Exercise objective → In your output, repeat each entry exactly and include no pictures.

Saved data entries:
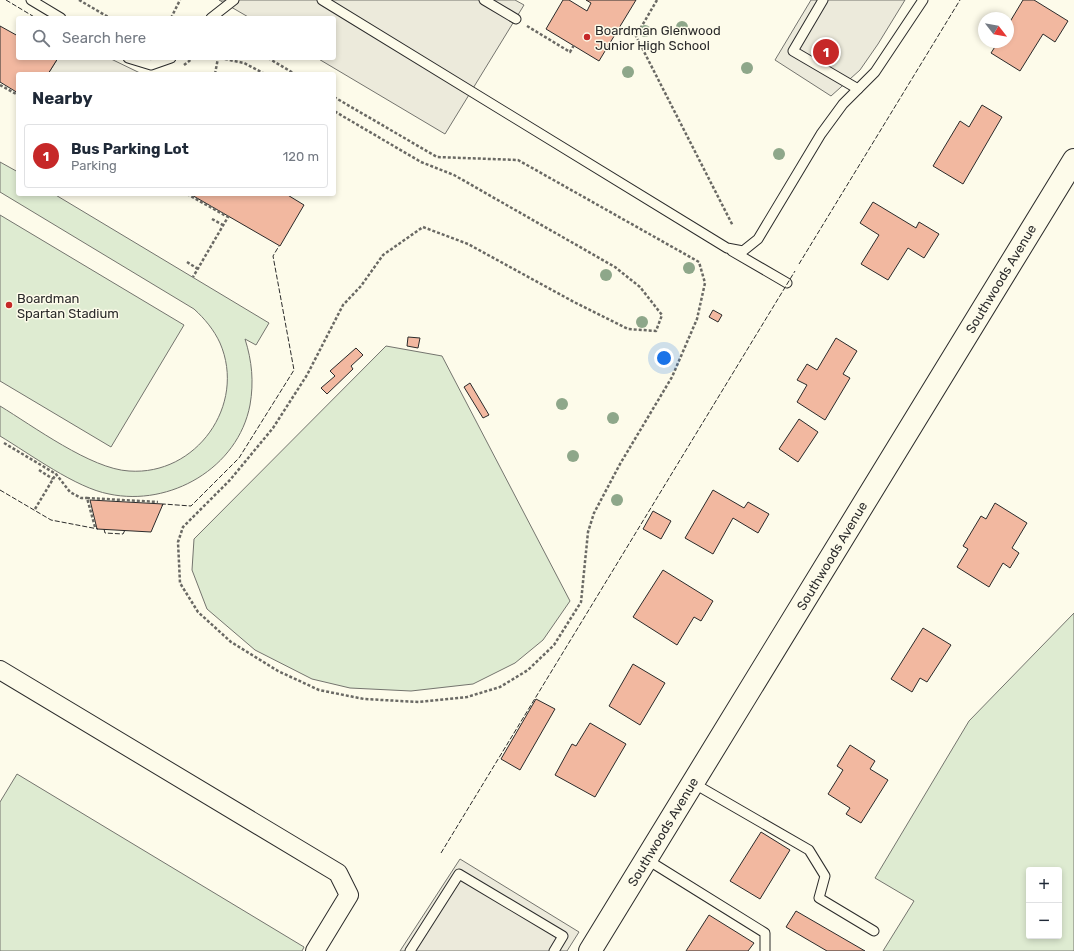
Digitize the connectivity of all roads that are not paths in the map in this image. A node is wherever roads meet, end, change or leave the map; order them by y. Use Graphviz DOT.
graph roads {
  1 [pos="31,0"];
  2 [pos="222,0"];
  3 [pos="234,0"];
  4 [pos="322,0"];
  5 [pos="484,0"];
  6 [pos="823,0"];
  7 [pos="922,0"];
  8 [pos="58,16"];
  9 [pos="212,16"];
  10 [pos="212,16"];
  11 [pos="516,19"];
  12 [pos="135,60"];
  13 [pos="165,60"];
  14 [pos="858,89"];
  15 [pos="1074,160"];
  16 [pos="727,248"];
  17 [pos="787,283"];
  18 [pos="0,670"];
  19 [pos="693,783"];
  20 [pos="646,860"];
  21 [pos="874,931"];
  22 [pos="315,951"];
  23 [pos="410,951"];
  24 [pos="554,951"];
  25 [pos="590,951"];
  26 [pos="765,951"];
  1 -- 8 [label="lane"];
  2 -- 9 [label="lane"];
  3 -- 10 [label="lane"];
  4 -- 16 [label="lane"];
  5 -- 11 [label="lane"];
  6 -- 14 [label="lane"];
  7 -- 14 [label="lane"];
  12 -- 13 [label="lane"];
  14 -- 16 [label="lane"];
  15 -- 19 [label="street, Southwoods Avenue"];
  16 -- 17 [label="lane"];
  18 -- 22 [label="street"];
  19 -- 20 [label="street, Southwoods Avenue"];
  19 -- 21 [label="lane"];
  20 -- 25 [label="street, Southwoods Avenue"];
  20 -- 26 [label="lane"];
  23 -- 24 [label="lane"];
}
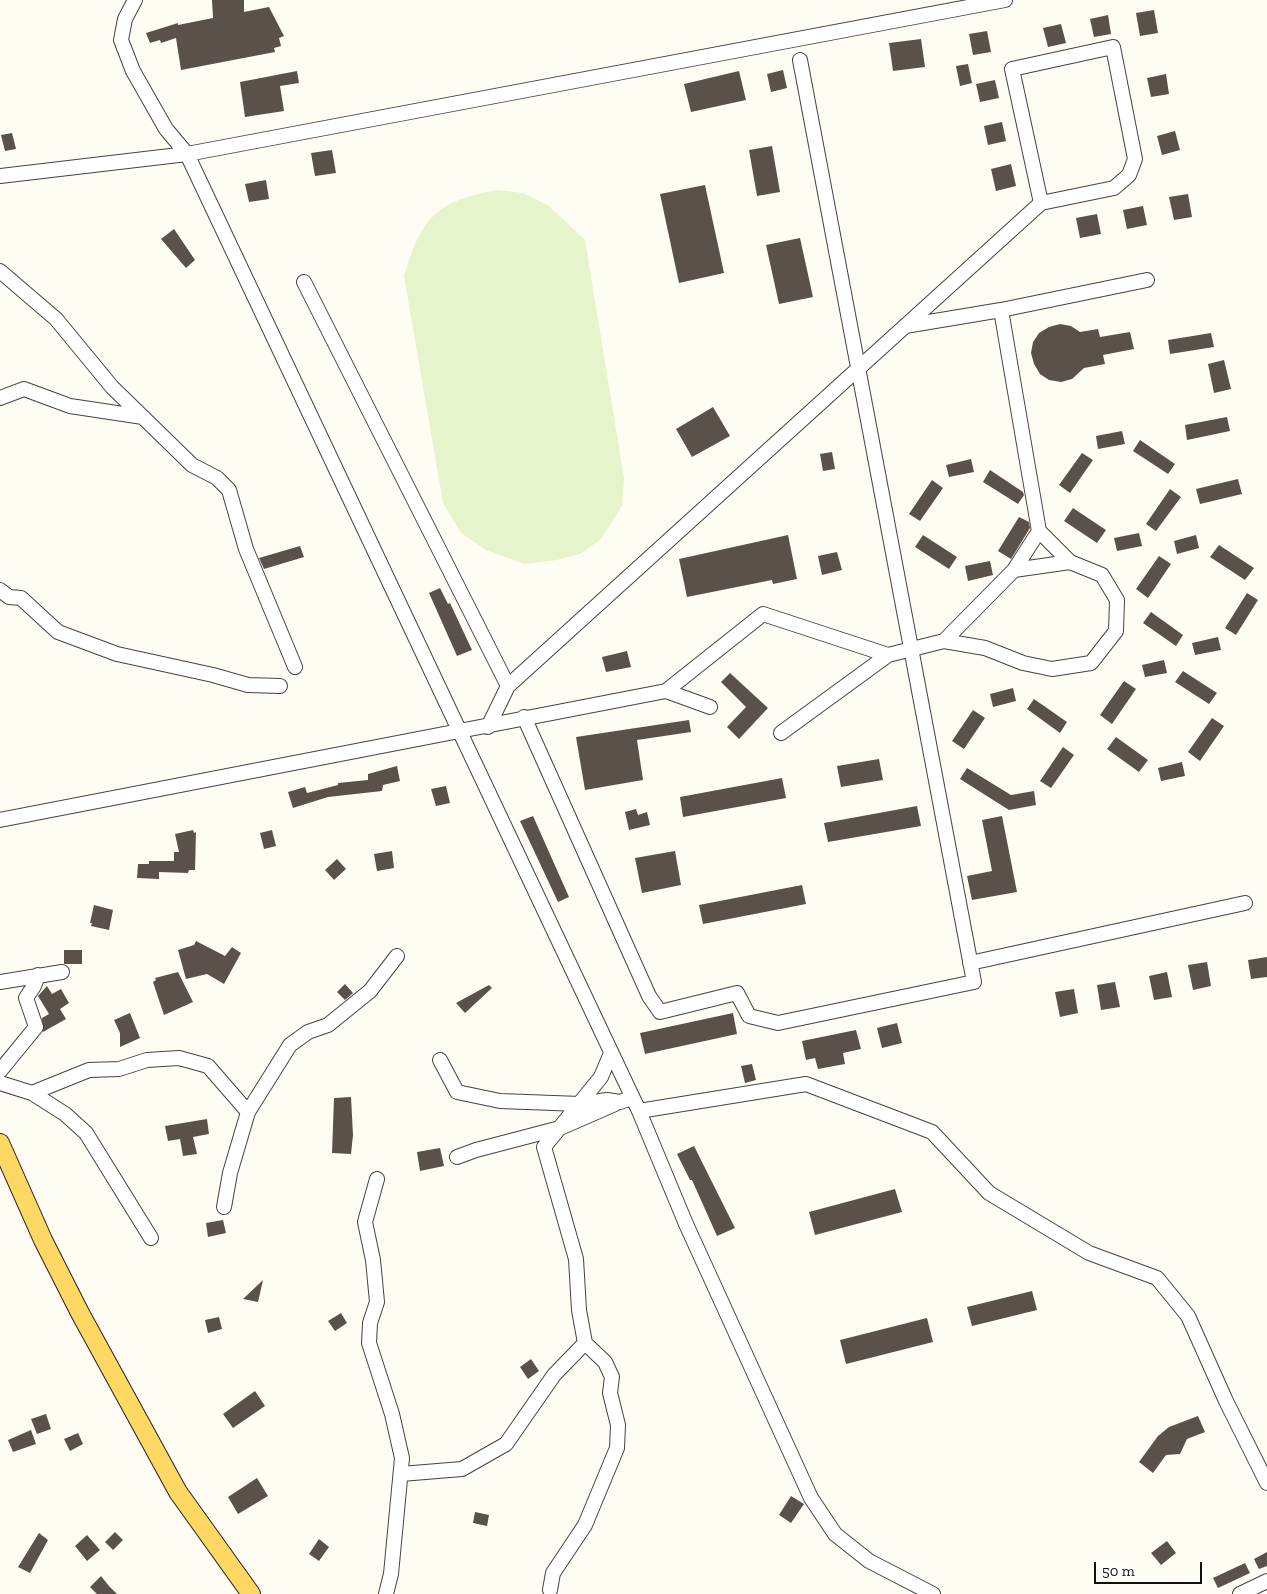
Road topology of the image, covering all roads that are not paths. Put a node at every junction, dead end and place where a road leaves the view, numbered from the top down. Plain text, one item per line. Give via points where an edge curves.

Answer section →
Digitize the connectivity of all roads that are not paths in the map in this image. A node is wherever roads meet, end, change or leave the map; order them by y. Use Graphviz DOT.
graph roads {
  1 [pos="31,0"];
  2 [pos="222,0"];
  3 [pos="234,0"];
  4 [pos="322,0"];
  5 [pos="484,0"];
  6 [pos="823,0"];
  7 [pos="922,0"];
  8 [pos="58,16"];
  9 [pos="212,16"];
  10 [pos="212,16"];
  11 [pos="516,19"];
  12 [pos="135,60"];
  13 [pos="165,60"];
  14 [pos="858,89"];
  15 [pos="1074,160"];
  16 [pos="727,248"];
  17 [pos="787,283"];
  18 [pos="0,670"];
  19 [pos="693,783"];
  20 [pos="646,860"];
  21 [pos="874,931"];
  22 [pos="315,951"];
  23 [pos="410,951"];
  24 [pos="554,951"];
  25 [pos="590,951"];
  26 [pos="765,951"];
  1 -- 8 [label="lane"];
  2 -- 9 [label="lane"];
  3 -- 10 [label="lane"];
  4 -- 16 [label="lane"];
  5 -- 11 [label="lane"];
  6 -- 14 [label="lane"];
  7 -- 14 [label="lane"];
  12 -- 13 [label="lane"];
  14 -- 16 [label="lane"];
  15 -- 19 [label="street, Southwoods Avenue"];
  16 -- 17 [label="lane"];
  18 -- 22 [label="street"];
  19 -- 20 [label="street, Southwoods Avenue"];
  19 -- 21 [label="lane"];
  20 -- 25 [label="street, Southwoods Avenue"];
  20 -- 26 [label="lane"];
  23 -- 24 [label="lane"];
}
Road topology of the image, covering all roads that are not paths. Put a node at every junction, dead end and place where a road leaves the view, numbered from the top down. Plain text, one item per line. Give via points where an edge curves.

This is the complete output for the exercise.